Essa falta de apoio em nosso país é fruto de uma marginalização, perpetuada por nomes influentes da música nacional e pelo governo, que contribuem para a construção de narrativas como a de que o funk faz apologia ao crime, à promiscuidade ou é um perigo para crianças e adolescentes. Na verdade, o funk salva vidas.
Com 3 décadas de história, o funk brasileiro merece um lugar de orgulho ao representar um país de verdade, sendo tão importante quanto o futebol ou o carnaval. É uma representação social da realidade das favelas e esse reconhecimento importa. “Eu canto funk e proibidão, mas eu gero empregos, pago imposto e mantenho a comida na minha casa com letras do proibidão”, disse a cantora Valesca Popozuda, em suas redes sociais, ao pedir respeito pelo gênero musical.
Atualmente o que não faltam são representantes do gênero adentrando à indústria internacional. Nego do Borel estreou na parada americana da Billboard entre as músicas mais populares do país. Ludmilla fez parte da trilha sonora do desfile Savage x Fenty, linha de grife da cantora barbadense Rihanna, com o funk Malokeira. Anitta prometeu no palco do festival VillaMix, em 2016, que faria o funk ser respeitado em nosso país e foi além. Recentemente, foi a estrela do show de réveillon da Times Square, cantando sucessos do ritmo brasileiro como Vai Malandra.

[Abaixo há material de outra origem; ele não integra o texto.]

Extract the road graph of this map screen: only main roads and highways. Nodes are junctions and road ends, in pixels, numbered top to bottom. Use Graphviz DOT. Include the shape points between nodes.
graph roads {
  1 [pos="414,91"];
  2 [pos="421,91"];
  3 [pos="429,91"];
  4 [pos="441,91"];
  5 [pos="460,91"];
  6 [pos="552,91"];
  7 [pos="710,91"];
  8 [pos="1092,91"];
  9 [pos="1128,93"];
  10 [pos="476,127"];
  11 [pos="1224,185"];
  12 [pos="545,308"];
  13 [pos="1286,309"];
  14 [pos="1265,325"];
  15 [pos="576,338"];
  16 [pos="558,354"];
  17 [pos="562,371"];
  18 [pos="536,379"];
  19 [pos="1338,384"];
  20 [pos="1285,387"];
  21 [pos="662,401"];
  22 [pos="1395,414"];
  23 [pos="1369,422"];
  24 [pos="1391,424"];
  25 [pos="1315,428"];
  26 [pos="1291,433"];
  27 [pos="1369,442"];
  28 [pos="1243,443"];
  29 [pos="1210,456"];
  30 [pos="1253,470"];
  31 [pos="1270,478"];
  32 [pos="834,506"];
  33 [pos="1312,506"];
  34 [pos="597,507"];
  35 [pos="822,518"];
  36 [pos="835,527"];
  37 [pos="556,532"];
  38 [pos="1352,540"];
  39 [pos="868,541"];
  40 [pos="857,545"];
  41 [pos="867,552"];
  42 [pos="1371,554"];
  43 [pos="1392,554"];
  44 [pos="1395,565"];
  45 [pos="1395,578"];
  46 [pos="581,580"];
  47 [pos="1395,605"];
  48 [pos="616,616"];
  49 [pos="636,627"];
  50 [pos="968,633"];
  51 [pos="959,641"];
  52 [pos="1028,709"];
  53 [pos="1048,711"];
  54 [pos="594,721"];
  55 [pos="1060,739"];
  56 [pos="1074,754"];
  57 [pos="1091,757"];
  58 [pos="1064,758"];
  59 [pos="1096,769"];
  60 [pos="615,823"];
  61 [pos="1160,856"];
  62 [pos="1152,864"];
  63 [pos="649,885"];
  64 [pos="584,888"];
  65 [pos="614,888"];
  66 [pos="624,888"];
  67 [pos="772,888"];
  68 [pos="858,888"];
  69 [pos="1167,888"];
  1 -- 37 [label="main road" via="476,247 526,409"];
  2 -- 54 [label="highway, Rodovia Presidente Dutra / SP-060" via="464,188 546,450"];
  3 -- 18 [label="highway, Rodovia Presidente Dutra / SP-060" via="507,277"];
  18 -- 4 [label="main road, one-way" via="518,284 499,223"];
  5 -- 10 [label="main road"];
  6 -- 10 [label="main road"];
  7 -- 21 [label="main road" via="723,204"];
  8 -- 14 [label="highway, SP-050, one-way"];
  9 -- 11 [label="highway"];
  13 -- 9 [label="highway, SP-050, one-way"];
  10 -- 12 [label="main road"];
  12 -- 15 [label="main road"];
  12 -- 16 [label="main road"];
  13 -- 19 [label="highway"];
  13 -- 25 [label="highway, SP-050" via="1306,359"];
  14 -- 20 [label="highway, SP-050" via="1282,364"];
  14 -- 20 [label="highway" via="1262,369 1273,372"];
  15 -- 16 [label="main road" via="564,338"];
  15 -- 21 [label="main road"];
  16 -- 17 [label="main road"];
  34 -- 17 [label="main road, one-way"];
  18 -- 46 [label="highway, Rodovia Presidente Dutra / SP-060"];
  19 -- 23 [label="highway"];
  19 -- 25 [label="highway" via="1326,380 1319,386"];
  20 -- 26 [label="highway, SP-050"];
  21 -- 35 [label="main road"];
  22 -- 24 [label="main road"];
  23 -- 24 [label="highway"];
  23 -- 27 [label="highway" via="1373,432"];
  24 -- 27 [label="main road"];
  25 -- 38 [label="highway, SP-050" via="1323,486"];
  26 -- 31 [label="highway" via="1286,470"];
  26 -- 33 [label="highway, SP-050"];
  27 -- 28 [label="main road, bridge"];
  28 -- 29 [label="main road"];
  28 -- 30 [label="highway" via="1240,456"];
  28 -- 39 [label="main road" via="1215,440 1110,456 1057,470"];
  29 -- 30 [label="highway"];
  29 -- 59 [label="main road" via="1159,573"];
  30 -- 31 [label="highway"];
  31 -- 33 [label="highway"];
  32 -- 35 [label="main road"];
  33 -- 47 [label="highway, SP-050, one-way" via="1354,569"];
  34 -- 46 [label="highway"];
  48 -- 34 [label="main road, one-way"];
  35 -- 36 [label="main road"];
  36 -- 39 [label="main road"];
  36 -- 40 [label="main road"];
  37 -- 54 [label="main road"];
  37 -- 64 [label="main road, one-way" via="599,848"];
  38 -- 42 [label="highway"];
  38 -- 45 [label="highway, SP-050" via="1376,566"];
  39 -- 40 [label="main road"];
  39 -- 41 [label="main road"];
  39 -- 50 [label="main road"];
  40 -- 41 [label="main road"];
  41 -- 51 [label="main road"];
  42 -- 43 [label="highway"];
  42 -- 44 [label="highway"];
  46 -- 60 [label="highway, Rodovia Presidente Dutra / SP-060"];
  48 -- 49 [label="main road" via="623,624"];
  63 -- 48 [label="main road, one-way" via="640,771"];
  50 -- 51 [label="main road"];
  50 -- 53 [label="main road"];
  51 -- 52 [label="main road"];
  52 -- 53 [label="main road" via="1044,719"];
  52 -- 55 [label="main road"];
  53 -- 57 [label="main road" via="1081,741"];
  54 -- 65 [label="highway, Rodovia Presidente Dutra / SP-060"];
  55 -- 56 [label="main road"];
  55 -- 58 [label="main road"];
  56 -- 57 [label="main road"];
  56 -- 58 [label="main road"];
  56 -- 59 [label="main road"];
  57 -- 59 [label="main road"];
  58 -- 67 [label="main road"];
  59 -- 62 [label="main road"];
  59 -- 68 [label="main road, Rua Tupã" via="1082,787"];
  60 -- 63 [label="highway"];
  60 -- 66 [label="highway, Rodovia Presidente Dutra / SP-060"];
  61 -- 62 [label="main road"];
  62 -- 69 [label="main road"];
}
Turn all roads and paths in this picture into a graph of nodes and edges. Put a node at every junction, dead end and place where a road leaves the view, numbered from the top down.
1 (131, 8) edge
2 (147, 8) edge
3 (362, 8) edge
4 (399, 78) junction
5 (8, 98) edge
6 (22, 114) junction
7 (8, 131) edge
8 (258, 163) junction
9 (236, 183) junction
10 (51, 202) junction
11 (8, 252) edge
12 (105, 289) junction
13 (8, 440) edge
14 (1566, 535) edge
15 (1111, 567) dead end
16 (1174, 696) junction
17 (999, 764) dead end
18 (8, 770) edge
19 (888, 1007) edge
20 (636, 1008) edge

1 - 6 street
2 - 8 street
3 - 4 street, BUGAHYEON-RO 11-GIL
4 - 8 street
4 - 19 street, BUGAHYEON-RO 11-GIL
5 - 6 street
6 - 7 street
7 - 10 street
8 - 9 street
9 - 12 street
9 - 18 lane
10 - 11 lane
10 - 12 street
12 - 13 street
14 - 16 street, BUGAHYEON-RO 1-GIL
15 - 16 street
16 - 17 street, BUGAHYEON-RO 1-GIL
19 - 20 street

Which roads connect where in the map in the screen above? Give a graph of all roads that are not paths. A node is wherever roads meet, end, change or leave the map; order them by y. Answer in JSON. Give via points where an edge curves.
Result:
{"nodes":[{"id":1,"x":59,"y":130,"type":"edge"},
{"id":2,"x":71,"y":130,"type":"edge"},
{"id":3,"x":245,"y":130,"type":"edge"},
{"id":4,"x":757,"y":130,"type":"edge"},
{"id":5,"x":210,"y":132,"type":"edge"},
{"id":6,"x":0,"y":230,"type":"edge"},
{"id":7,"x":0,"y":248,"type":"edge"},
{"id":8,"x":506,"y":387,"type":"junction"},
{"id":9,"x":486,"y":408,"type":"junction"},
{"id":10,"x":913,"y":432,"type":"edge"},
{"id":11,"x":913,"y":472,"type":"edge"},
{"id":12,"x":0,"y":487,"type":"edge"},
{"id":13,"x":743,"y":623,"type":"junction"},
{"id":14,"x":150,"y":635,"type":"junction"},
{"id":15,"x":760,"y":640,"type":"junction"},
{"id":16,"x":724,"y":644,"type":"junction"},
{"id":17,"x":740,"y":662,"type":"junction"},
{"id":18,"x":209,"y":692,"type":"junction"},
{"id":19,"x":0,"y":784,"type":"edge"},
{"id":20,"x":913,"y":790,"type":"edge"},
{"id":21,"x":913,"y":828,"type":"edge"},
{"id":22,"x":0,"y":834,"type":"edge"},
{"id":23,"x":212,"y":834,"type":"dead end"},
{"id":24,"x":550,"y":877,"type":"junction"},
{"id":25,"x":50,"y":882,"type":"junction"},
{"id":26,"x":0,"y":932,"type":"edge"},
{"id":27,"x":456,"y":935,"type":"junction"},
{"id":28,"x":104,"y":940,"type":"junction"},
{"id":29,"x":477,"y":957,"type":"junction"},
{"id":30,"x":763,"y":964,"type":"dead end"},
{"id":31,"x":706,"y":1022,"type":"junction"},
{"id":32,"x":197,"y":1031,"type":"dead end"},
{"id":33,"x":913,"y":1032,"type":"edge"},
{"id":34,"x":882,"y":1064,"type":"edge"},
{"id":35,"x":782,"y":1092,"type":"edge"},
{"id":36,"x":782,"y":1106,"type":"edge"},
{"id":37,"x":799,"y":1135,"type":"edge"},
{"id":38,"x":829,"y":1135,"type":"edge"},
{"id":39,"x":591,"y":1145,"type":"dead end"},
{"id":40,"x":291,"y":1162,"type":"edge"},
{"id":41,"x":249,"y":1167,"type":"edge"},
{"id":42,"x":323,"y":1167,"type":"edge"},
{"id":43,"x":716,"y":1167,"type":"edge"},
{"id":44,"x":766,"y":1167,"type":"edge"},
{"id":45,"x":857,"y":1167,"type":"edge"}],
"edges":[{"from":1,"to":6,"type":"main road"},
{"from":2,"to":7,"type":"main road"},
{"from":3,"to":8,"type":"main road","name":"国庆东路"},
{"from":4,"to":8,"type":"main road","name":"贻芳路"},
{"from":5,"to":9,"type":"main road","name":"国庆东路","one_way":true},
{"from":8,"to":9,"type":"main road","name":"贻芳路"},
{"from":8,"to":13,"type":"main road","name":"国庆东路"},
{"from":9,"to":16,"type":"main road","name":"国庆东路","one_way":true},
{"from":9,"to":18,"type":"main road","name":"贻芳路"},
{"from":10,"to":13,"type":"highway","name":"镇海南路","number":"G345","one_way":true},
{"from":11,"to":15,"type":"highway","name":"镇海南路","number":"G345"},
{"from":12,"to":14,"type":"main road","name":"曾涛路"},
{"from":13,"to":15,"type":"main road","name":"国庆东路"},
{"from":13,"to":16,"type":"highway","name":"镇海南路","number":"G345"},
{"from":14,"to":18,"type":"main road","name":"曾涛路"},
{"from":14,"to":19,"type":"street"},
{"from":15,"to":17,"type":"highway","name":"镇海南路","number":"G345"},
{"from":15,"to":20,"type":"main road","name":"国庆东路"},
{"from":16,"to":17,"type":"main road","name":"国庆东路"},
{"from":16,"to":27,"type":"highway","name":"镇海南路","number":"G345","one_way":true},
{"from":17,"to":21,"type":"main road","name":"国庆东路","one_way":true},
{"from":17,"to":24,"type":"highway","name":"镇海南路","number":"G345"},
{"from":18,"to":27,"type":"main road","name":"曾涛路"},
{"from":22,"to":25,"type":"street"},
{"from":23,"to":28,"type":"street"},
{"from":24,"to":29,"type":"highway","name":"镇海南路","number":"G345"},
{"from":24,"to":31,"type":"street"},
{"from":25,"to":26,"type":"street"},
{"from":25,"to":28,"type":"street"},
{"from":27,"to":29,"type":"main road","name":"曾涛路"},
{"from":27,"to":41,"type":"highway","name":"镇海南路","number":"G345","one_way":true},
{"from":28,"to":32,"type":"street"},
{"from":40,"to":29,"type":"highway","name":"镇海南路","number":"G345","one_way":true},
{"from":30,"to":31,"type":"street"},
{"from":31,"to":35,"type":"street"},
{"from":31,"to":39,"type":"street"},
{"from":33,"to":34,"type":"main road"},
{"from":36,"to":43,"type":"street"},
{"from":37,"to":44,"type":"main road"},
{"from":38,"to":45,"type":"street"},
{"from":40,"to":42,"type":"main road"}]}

O funk não é perfeito, e pode sim ter conteúdo lírico repetitivo ou não agradar a todos os públicos, mas é inadmissível diminuir sua história e impacto. Fora do Brasil, não existe nada como o gênero e, no dia que, como sociedade, acreditarmos em seu potencial, vamos presenciar uma verdadeira revolução do que é a música brasileira.